The Securities and Exchange Commission notes three hallmarks of a : There’s heavy emphasis on recruitment, a promise of high rewards in little time, and an insistence that the participant can quit their day job to “work from home.”
More often than not, “investors”—who usually pay to participate—make money not from their product revenue, but from getting others to participate as well. As Jim from The Office pointed out to a lost Michael, the foundation of participants and layers of recruiters eventually starts to look like a pyramid.
Pyramid schemes are illegal, but multi-level marketing technically isn’t. Also called pyramid selling, network marketing, and referral marketing, participants typically buy product in bulk and then sell it individually to customers. Think companies like LuLaRoe, which sells clothing; Herbalife, which sells supplements; or Rodan + Fields, which sells skincare. Instead of a traditional retail store or site, customers can only buy products by going through “certified” or “registered” sales reps. In other words, you can only get your heinously patterned legging fix by buying directly from someone who had to buy them wholesale in hopes of shilling them to friends and family.

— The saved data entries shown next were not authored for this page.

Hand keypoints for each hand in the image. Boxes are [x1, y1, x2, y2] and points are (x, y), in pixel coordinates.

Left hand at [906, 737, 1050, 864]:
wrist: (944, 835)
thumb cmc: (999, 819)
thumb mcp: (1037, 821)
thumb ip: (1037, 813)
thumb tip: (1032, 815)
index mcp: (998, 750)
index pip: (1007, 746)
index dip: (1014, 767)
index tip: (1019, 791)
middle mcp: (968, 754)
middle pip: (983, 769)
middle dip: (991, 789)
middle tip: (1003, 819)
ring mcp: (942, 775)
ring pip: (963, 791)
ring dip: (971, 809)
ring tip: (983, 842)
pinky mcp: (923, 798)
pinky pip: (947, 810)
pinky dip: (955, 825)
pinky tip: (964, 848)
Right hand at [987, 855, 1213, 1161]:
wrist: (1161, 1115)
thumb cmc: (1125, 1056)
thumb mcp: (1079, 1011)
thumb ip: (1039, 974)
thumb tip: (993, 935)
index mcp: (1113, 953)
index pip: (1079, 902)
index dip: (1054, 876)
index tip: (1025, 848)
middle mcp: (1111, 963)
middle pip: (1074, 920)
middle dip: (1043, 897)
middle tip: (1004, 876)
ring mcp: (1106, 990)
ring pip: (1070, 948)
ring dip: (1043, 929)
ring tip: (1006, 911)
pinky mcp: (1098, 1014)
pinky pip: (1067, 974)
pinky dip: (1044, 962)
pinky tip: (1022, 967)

As the Federal Trade Commission reports, less than one percent of MLM participants make a profit. That’s right: More than 99 percent of participants lose money instead of making it. Most of these companies target vulnerable women like stay-at-home moms and military wives who don’t tend to be financially independent anyway. The 2011 report states that out of 350 MLMs analyzed, every single one was recruitment driven and top-weighted. Those at the top made the most profit “at the expense of a revolving door of recruits.”
“This is after subtracting purchases they must make to qualify for commission and advancement of the scheme,” the report continues. “To say nothing of minimal operating expenses for conducting and aggressive recruitment campaign — which (based on the compensation plans) is essential to get into the profit column.”
Spend money to make money? That sounds sketchy.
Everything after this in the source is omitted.